When I go quiet and there are no words, just the feeling of heaving a boulder uphill. Maybe it's a successful push and I manage to say something true. Maybe my aim's off and I land on a near-truth instead, and if I remember I'll try to go back and correct myself later. If I manage it. If I can.
Fiction is simpler. The words flow like water and the details land faraway enough that I can bear to say the unspeakable things. And anyway, we all know it's supposed to be make-believe. We all know to trust the substance, and forget the details.
This? This is harder.
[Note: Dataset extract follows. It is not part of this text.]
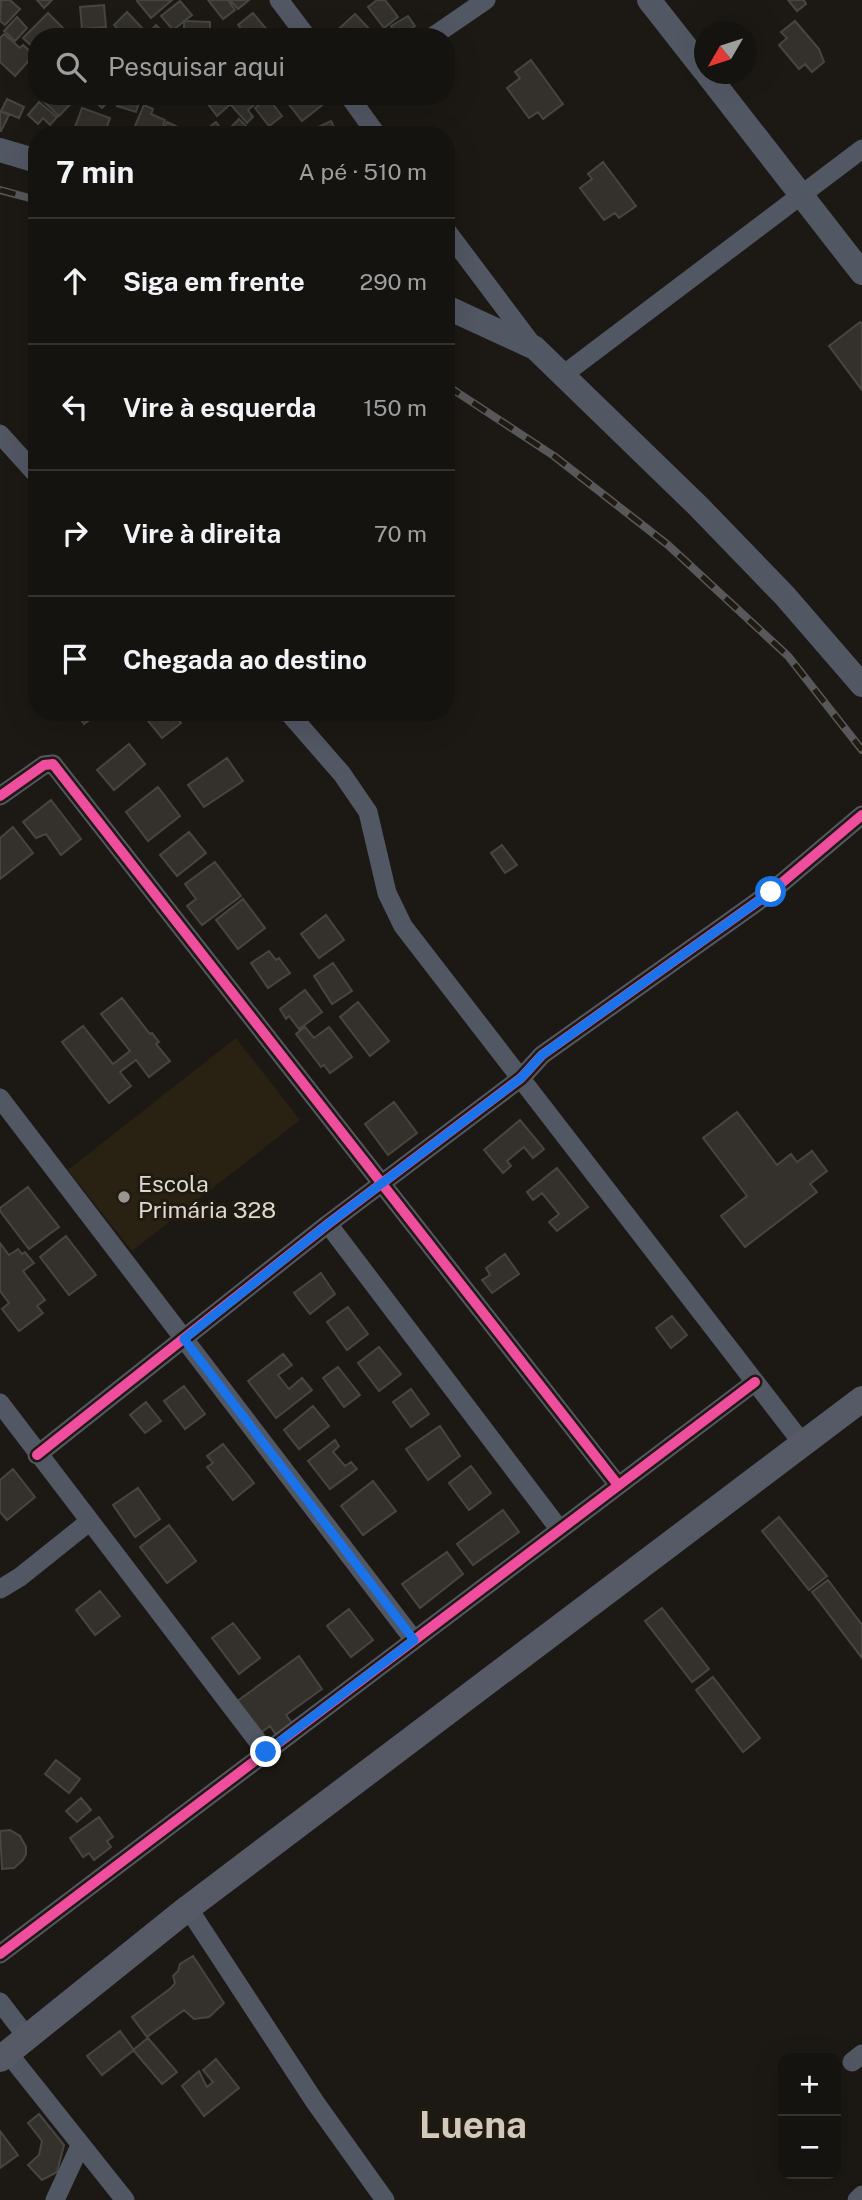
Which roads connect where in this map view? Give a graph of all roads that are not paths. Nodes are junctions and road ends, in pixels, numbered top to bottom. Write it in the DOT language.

But there's 566 anti-trans bills kicking about this stupid country; there are lawmakers trying to legislate childhoods exactly like my 10th grade year across whole states; there are children like the one I was standing in the crosshairs.
So I'm trying to write my own experience as a nonbinary human: messy, dangerous, yes; and yet our community has this love for one another that is incandescent. I learned the reality of love from fabulous queers. I'm trying to document a year in transition.
Know that I love you, kiddo. Know that I'm doing my best. Nothing has made me happier this year than learning to be your uncle.